Poems About the Movies


The variety of subjects is dazzling, from movie stars to bit players, from B-movies to Bollywood, from Clark Gable to Jean Cocteau. More than a hundred poets riff on their movie memories: Langston Hughes and John Updike on the theaters of their youth, Jack Kerouac and Robert Lowell on Harpo Marx, Sharon Olds on Marilyn Monroe, Louise Erdrich on John Wayne, May Swenson on the James Bond films, Terrance Hayes on early Black cinema, Maxine Kumin on Casablanca, and Richard Wilbur on The Prisoner of Zenda.
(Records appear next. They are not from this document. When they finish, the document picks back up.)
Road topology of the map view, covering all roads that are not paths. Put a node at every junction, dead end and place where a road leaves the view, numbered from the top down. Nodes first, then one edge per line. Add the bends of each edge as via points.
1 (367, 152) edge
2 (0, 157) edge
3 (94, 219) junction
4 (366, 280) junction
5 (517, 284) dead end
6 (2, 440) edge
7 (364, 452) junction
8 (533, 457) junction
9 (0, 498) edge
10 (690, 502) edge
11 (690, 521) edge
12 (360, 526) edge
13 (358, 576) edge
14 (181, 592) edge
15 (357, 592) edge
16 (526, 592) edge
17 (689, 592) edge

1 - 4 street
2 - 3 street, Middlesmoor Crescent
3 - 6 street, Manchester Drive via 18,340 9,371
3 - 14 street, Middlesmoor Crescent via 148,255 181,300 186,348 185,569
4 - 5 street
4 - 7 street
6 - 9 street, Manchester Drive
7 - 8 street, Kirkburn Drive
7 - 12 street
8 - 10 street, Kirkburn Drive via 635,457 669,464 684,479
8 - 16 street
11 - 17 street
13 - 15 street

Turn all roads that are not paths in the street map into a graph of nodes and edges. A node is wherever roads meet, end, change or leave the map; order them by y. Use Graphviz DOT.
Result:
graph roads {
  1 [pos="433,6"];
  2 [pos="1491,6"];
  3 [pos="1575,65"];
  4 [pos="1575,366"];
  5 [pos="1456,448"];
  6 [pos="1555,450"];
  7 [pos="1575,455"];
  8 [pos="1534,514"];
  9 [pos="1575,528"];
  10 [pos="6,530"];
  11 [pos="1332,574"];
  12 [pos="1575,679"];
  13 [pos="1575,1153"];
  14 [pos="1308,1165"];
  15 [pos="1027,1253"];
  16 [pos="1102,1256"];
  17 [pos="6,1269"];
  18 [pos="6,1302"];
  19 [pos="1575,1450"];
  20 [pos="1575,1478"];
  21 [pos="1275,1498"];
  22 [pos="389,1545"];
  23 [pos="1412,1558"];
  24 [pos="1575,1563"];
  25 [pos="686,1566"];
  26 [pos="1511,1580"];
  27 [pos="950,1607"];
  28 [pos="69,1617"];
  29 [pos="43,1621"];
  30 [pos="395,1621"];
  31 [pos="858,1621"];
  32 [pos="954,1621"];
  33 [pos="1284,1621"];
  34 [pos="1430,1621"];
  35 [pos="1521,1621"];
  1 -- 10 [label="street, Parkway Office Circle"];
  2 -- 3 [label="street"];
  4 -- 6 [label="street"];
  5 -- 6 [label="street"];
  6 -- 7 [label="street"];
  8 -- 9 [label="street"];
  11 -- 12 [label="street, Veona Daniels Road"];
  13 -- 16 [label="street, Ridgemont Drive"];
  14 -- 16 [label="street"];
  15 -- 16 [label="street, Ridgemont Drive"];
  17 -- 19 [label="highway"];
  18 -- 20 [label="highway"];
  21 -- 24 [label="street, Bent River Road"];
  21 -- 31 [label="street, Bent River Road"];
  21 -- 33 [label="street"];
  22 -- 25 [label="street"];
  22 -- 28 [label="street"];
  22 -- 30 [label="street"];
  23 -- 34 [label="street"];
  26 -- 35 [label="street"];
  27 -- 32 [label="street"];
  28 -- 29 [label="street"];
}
Orson Welles, Leni Riefenstahl, and Ingmar Bergman share the spotlight with Shirley Temple, King Kong, and Carmen Miranda; Bonnie and Clyde and Ridley Scott with Roshomon, Hitchcock, and Bresson. In Picturehouse Poems, one of our oldest art forms pays loving homage to one of our newest—the thrilling art of cinema.

About the series

Pocket clothbound volumes from the world's greatest poets, and with a stunning range of anthologies. Each volume has an elegant jacket, full cloth sewn binding, silk ribbon marker and headbands, with gold stamping on front and spine and decorative endpapers. In size, price and presentation they make ideal gifts and are a joy to read and collect. More than eighty titles in print.